Stored data
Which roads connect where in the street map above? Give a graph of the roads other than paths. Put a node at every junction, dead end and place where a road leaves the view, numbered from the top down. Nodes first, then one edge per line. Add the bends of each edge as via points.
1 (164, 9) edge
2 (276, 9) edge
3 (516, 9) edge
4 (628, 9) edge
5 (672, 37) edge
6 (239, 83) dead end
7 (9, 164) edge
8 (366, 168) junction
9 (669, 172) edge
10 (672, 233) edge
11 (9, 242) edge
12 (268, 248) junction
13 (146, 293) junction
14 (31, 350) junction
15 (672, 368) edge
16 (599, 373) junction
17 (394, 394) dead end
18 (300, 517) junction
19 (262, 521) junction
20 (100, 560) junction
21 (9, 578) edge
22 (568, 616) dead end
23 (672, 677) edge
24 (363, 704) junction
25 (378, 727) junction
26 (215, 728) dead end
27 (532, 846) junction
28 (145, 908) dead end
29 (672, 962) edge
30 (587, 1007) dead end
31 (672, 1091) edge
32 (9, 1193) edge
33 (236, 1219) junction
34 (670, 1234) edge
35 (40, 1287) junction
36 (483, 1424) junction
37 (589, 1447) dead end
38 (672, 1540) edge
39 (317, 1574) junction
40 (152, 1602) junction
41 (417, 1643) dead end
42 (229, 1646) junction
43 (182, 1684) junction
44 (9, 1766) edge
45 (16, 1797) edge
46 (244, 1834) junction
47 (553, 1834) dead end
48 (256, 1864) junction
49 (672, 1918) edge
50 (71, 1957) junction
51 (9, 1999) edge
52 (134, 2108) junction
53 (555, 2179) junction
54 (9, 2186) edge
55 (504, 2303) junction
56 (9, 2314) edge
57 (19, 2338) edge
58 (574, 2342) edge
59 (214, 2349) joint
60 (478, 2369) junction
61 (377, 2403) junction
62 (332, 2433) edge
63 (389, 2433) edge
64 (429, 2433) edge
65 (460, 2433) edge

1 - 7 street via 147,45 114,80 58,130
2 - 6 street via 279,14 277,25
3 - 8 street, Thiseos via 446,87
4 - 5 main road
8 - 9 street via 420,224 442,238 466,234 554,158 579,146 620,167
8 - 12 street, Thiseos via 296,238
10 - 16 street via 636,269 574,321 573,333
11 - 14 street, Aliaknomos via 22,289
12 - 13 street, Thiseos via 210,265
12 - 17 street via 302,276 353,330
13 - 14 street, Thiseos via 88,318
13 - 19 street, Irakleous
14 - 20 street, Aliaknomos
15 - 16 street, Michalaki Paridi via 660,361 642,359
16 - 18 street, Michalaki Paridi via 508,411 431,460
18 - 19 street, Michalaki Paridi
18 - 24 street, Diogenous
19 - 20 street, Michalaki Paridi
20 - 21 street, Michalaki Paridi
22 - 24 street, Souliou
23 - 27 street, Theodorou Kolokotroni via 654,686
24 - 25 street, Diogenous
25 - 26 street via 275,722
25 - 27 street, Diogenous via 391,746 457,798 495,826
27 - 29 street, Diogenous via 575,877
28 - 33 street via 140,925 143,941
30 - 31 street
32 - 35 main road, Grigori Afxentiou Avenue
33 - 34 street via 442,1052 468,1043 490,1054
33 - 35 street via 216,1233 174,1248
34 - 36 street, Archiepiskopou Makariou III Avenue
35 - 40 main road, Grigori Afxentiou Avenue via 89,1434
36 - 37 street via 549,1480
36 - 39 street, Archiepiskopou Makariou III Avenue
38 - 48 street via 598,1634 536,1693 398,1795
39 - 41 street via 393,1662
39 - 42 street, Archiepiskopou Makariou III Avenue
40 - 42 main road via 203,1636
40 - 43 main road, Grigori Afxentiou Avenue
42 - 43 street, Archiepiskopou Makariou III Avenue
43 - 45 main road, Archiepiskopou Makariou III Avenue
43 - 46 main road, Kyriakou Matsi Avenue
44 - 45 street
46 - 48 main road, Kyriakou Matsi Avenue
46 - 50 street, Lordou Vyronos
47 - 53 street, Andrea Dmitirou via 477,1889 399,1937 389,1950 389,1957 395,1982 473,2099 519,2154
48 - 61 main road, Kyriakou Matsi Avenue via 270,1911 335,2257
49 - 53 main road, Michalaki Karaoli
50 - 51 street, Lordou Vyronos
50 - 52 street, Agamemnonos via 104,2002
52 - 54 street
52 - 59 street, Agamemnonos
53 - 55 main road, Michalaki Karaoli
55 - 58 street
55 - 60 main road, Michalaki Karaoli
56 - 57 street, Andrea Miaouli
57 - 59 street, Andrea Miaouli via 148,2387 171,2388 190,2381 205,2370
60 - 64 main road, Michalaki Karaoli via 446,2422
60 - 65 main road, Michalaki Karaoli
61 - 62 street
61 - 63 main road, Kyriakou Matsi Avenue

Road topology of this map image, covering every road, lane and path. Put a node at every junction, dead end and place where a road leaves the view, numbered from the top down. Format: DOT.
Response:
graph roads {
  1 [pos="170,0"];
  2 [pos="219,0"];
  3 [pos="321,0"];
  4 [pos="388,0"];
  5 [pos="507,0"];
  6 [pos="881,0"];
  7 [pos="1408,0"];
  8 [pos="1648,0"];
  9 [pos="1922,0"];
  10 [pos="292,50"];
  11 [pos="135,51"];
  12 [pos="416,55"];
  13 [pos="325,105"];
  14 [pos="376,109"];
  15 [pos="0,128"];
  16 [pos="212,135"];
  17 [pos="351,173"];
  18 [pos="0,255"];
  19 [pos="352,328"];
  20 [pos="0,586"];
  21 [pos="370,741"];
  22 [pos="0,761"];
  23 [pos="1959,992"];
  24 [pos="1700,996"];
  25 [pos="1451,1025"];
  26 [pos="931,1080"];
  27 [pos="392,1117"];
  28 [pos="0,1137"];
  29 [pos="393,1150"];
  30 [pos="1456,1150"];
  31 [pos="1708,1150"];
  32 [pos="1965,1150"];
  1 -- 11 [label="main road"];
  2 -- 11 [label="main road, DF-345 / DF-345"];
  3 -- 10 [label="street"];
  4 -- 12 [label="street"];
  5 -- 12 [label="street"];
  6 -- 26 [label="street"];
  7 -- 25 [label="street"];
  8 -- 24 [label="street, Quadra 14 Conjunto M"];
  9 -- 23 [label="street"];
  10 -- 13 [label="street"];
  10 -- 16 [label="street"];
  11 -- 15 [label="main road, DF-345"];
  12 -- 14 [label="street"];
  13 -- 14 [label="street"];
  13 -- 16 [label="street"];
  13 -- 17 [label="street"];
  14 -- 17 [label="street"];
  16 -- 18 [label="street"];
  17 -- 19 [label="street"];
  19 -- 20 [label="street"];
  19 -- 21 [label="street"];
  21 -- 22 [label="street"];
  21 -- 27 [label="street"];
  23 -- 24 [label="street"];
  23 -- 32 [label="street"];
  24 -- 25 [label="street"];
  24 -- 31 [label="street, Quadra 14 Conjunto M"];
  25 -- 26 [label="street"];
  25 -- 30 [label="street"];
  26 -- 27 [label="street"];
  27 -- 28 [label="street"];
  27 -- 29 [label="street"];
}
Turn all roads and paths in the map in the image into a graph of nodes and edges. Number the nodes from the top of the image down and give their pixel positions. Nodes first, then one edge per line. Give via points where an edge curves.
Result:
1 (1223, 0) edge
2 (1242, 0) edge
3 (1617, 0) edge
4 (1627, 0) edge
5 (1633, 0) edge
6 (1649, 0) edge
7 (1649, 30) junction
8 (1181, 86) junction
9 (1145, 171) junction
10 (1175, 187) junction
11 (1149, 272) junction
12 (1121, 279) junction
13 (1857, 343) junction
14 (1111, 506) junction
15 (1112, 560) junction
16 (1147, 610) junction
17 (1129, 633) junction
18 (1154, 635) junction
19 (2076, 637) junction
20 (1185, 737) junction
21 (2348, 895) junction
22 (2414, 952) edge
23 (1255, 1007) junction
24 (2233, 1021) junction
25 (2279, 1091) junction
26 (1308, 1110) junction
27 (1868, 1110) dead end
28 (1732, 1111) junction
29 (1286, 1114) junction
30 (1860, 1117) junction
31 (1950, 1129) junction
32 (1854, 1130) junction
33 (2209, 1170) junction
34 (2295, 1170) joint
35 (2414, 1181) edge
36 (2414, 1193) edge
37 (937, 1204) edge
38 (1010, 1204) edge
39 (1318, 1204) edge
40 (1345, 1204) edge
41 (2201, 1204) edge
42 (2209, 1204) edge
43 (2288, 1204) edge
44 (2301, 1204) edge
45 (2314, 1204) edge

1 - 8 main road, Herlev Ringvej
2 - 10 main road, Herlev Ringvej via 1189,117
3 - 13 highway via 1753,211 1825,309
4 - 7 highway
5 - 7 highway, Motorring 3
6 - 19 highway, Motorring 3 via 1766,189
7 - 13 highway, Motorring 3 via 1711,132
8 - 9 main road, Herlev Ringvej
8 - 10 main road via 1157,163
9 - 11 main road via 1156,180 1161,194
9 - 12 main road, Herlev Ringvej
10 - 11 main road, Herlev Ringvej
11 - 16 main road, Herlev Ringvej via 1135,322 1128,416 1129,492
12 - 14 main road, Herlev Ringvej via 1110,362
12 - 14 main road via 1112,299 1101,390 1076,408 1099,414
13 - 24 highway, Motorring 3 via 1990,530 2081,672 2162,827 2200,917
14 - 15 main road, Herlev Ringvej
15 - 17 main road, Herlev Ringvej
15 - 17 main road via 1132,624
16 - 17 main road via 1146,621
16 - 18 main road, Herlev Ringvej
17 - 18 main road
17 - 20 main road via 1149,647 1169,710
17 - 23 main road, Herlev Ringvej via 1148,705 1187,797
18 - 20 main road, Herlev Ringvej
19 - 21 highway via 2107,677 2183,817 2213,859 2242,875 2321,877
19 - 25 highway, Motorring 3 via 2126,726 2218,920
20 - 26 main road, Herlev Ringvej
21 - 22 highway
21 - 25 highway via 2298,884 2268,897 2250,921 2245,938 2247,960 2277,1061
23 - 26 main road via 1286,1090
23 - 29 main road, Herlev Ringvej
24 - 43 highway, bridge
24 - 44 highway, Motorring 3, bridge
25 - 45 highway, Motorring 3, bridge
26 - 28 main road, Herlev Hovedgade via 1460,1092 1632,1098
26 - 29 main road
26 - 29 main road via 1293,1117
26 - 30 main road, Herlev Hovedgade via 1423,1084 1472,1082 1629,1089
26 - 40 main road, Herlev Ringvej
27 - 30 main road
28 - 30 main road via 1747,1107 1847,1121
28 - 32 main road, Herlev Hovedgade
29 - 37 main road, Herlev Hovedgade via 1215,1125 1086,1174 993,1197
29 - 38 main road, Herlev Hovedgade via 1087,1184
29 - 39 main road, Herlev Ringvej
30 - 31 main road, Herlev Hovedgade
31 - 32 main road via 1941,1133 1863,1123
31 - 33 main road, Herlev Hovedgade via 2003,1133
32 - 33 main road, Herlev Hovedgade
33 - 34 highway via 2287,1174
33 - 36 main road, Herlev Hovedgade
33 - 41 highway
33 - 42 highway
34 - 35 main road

▶ [What is required] Wherever a line in the entries holds "Kyriakou", copy that line.

▶ [Response to this exercise]
43 - 46 main road, Kyriakou Matsi Avenue
46 - 48 main road, Kyriakou Matsi Avenue
48 - 61 main road, Kyriakou Matsi Avenue via 270,1911 335,2257
61 - 63 main road, Kyriakou Matsi Avenue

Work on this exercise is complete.